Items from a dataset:
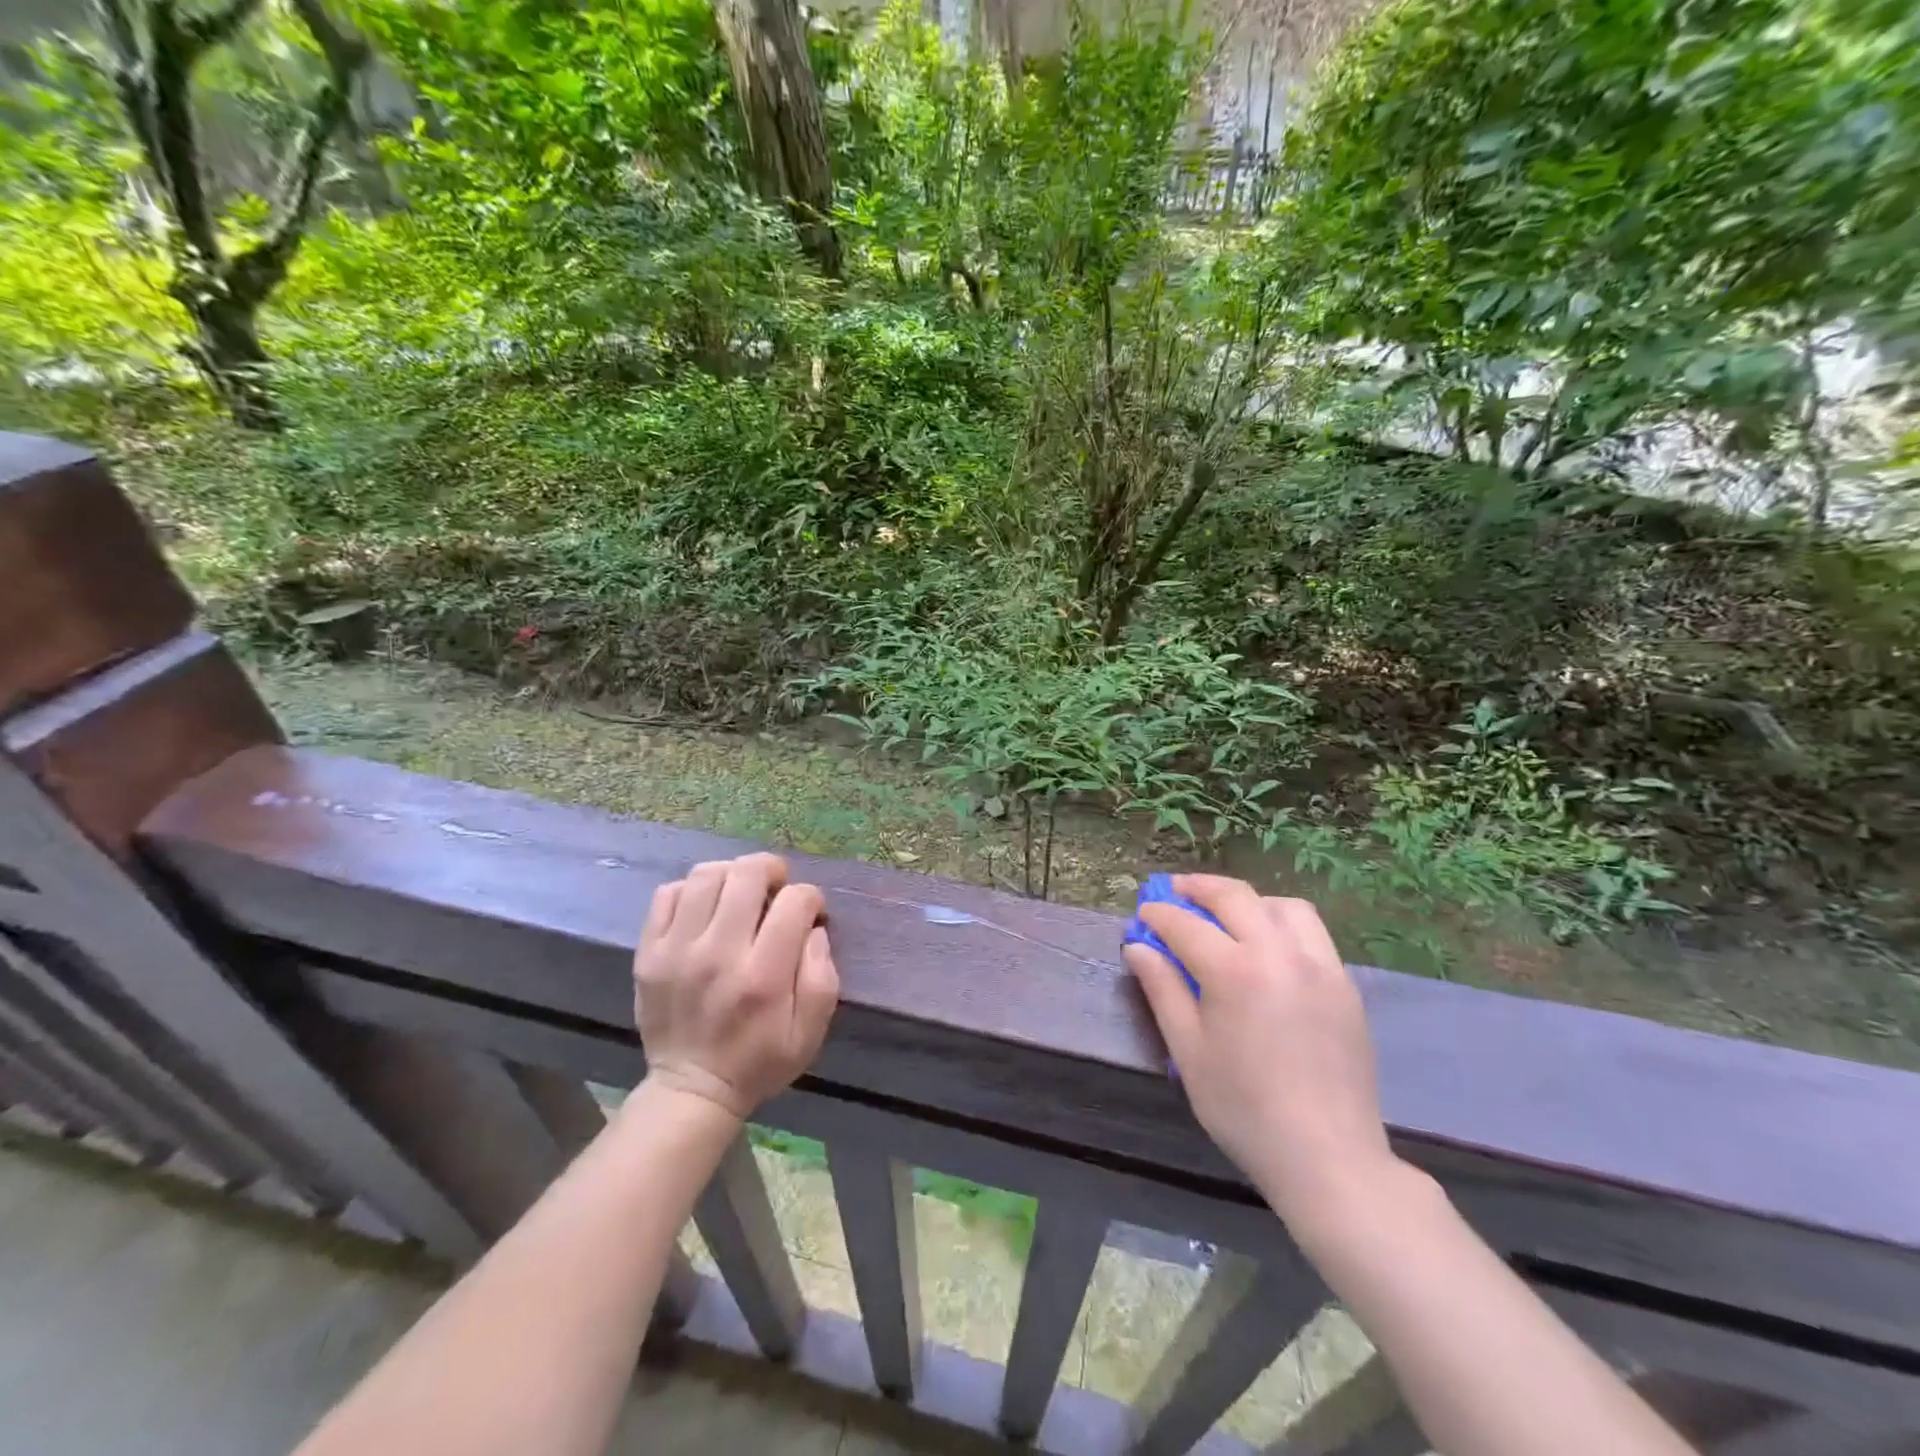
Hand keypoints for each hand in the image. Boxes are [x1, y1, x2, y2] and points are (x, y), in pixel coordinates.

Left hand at [633, 853, 839, 1119]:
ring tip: (740, 892)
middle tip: (776, 887)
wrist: (691, 1090)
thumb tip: (814, 927)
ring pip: (706, 875)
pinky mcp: (647, 953)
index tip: (809, 913)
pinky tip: (705, 908)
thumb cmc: (760, 1060)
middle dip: (772, 870)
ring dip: (732, 874)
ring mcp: (676, 951)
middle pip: (747, 874)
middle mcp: (718, 955)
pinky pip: (667, 894)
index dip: (810, 898)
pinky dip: (691, 890)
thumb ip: (822, 975)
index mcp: (763, 976)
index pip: (794, 901)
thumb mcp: (811, 1032)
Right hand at [1123, 875, 1395, 1234]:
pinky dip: (1282, 922)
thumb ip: (1162, 990)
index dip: (1158, 914)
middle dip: (1199, 888)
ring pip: (1282, 906)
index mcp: (1234, 971)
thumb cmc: (1243, 1109)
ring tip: (1226, 913)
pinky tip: (1268, 946)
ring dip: (1248, 900)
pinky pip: (1312, 933)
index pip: (1185, 924)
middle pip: (1235, 897)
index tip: (1143, 913)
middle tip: (1176, 891)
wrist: (1328, 1157)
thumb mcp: (1188, 1051)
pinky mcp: (1344, 985)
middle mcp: (1279, 954)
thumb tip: (1137, 947)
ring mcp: (1320, 966)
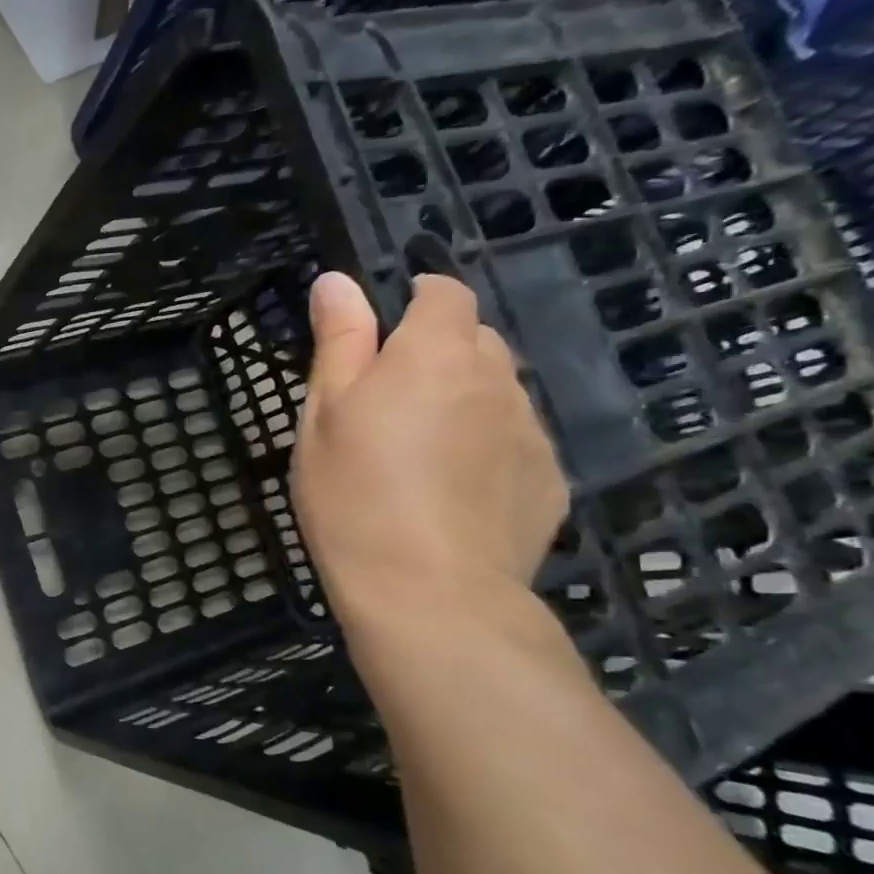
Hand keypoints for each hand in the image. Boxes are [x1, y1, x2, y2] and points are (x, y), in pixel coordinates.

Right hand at [292, 272, 568, 627]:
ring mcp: (531, 430)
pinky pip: (516, 442)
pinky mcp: (550, 480)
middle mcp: (497, 378)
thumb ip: (338, 341)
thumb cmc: (354, 493)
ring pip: (498, 393)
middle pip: (476, 341)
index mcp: (435, 353)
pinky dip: (488, 448)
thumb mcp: (323, 414)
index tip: (384, 332)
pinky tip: (454, 493)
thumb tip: (337, 280)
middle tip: (389, 403)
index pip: (444, 293)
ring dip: (464, 402)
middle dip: (438, 353)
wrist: (429, 592)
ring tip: (420, 455)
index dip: (416, 299)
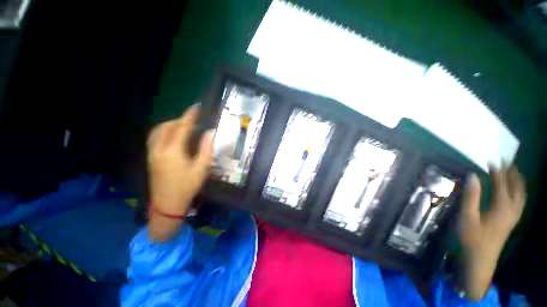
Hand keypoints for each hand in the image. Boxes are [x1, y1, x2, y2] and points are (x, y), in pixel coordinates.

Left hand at [147, 104, 213, 240]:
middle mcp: (159, 149)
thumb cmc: (187, 187)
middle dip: (180, 119)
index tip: (196, 107)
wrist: (168, 204)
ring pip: (158, 131)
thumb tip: (210, 133)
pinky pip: (154, 138)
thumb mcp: (201, 169)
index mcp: (173, 151)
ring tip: (183, 124)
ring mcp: (152, 154)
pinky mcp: (151, 158)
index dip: (189, 116)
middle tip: (193, 119)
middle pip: (167, 127)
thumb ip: (206, 149)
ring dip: (170, 124)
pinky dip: (163, 131)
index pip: (181, 128)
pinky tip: (171, 135)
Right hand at [457, 165, 525, 300]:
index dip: (498, 171)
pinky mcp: (512, 220)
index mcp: (501, 208)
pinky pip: (521, 201)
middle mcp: (512, 209)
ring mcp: (514, 216)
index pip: (502, 184)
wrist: (481, 257)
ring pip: (521, 195)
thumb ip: (471, 196)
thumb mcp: (468, 216)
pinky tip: (516, 190)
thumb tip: (472, 176)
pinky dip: (520, 192)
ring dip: (518, 181)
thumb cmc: (472, 237)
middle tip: (507, 161)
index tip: (493, 160)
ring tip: (514, 171)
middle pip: (516, 188)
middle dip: (512, 173)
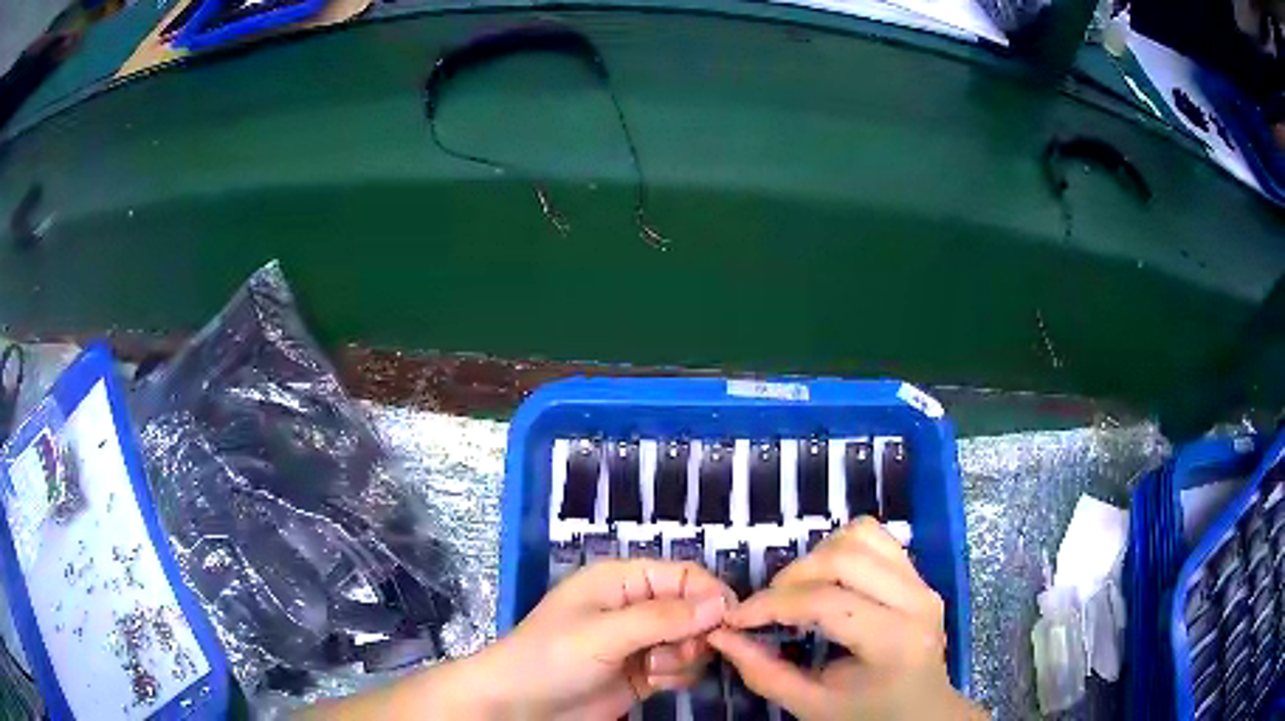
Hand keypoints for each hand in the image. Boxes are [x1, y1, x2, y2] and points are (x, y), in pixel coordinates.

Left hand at [301, 559, 732, 719]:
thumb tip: (722, 603)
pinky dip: (678, 675)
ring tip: (655, 671)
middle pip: (695, 609)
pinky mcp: (645, 671)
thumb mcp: (603, 634)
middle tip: (678, 654)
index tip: (729, 624)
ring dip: (685, 658)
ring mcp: (641, 641)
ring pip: (693, 640)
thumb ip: (662, 619)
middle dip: (696, 633)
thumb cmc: (551, 658)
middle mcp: (637, 605)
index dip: (711, 596)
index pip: (685, 575)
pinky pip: (683, 666)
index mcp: (623, 580)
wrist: (520, 707)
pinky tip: (654, 684)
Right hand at [708, 518, 981, 720]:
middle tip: (766, 606)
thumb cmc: (869, 716)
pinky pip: (876, 538)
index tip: (735, 619)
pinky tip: (827, 580)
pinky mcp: (918, 574)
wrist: (923, 711)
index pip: (827, 603)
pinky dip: (841, 548)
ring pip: (862, 535)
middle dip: (792, 577)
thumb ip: (764, 674)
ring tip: (798, 590)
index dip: (772, 605)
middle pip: (845, 557)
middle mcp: (916, 600)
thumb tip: (721, 636)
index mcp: (894, 642)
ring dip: (818, 556)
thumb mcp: (812, 707)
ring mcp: (922, 581)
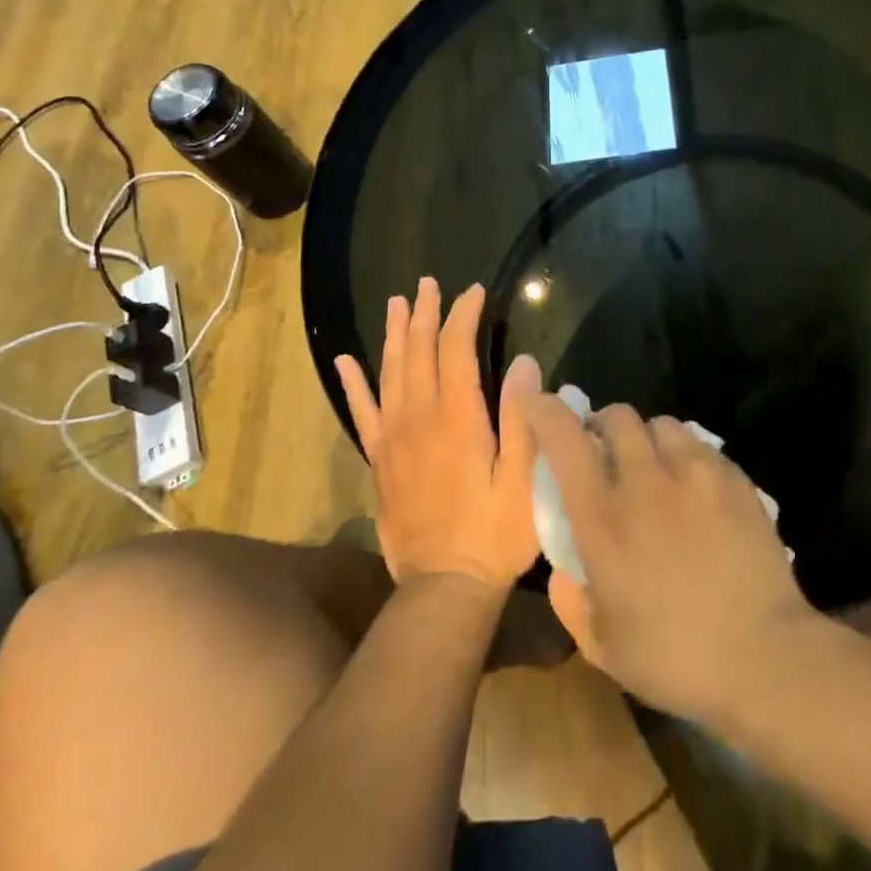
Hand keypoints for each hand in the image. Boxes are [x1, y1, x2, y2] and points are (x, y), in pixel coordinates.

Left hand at [335, 279, 540, 591]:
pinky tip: (346, 361)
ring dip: (395, 334)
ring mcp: (393, 438)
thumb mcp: (524, 479)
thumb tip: (523, 363)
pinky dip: (354, 384)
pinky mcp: (380, 460)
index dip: (464, 315)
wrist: (443, 587)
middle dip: (426, 313)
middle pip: (419, 351)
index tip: (474, 291)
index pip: (456, 349)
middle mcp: (419, 417)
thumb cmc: (495, 533)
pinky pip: (362, 412)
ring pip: (389, 372)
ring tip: (398, 303)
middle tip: (429, 283)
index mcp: (457, 417)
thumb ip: (522, 418)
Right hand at [524, 396, 815, 721]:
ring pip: (660, 424)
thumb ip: (571, 602)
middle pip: (616, 416)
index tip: (539, 402)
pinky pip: (699, 445)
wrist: (765, 656)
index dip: (546, 411)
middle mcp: (644, 480)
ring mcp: (693, 472)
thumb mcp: (604, 648)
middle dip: (603, 426)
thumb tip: (563, 571)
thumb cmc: (676, 657)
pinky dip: (686, 455)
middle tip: (606, 455)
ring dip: (647, 439)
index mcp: (603, 516)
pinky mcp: (732, 477)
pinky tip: (695, 489)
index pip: (564, 439)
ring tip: (655, 468)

TASK PROMPT: Beginning with the line above that contains "middle pip: (695, 609)" and ending with the line that contains "pinky dip: (686, 455)", quote each line exactly, keeping out the pictures.

TASK OUTPUT:
middle pip: (695, 609)
pinky mcp: (645, 671)
thumb mcp: (603, 634)
middle tip: (678, 654)
index tip: (729, 624)
ring dip: (685, 658)
ring mcp: (641, 641)
ring pip: (693, 640)
thumb ip: (662, 619)
middle dip: (696, 633)
thumb cmc: (551, 658)
middle mcp: (637, 605)
index dip: (711, 596)
index pip: (685, 575)
pinky pip: (683, 666)
index mcp: (623, 580)
wrist: (520, 707)
pinky tip: (654, 684)
Right hand at [708, 518, 981, 720]:
middle tip: (766, 606)
thumb cmc: (869, 716)
pinky pip: (876, 538)
index tip: (735, 619)
pinky tip: (827, 580)
pinky mcp: (918, 574)
wrist: (923, 711)
index pip: (827, 603)
pinky dip: (841, 548)
ring pip: (862, 535)
middle dip: (792, 577)
thumb ip: (764, 674)
ring tip: (798, 590)
index dip: (772, 605)
middle pip: (845, 557)
middle mcp: (916, 600)
thumb tip: (721, 636)
index mcp: (894, 642)
ring dip: (818, 556)
thumb mcp: (812, 707)
ring mcp: (922, 581)
Hand keypoints for each hand in the image. Boxes are [x1, y1, x2, y2] and points are (x, y), in pixel coordinates.

Left hand at [335, 279, 540, 591]:
pinky tip: (346, 361)
ring dip: (395, 334)
ring mcp: (393, 438)
thumb mcp: (524, 479)
thumb tip: (523, 363)
pinky dip: (354, 384)
pinky mcp: (380, 460)
index dip: (464, 315)
wrist: (443, 587)
middle dip: (426, 313)
middle pip: (419, 351)
index tip: (474, 291)
index pip: (456, 349)
middle mcp: (419, 417)
thumb cmc: (495, 533)
pinky pip: (362, 412)
ring pip: (389, 372)
ring tip: (398, 303)
middle tip: (429, 283)
index mcp: (457, 417)
thumb ip: (522, 418)
Right hand at [524, 396, 815, 721]:
ring pip: (660, 424)
thumb ip: (571, 602)
middle pip: (616, 416)
index tip: (539, 402)
pinky pip: (699, 445)
wrist: (765, 656)
index dip: (546, 411)
middle mcp: (644, 480)
ring mcp: (693, 472)
thumb mcp: (604, 648)
middle dip: (603, 426)
thumb tip: (563, 571)
thumb cmc: (676, 657)
pinky dip: (686, 455)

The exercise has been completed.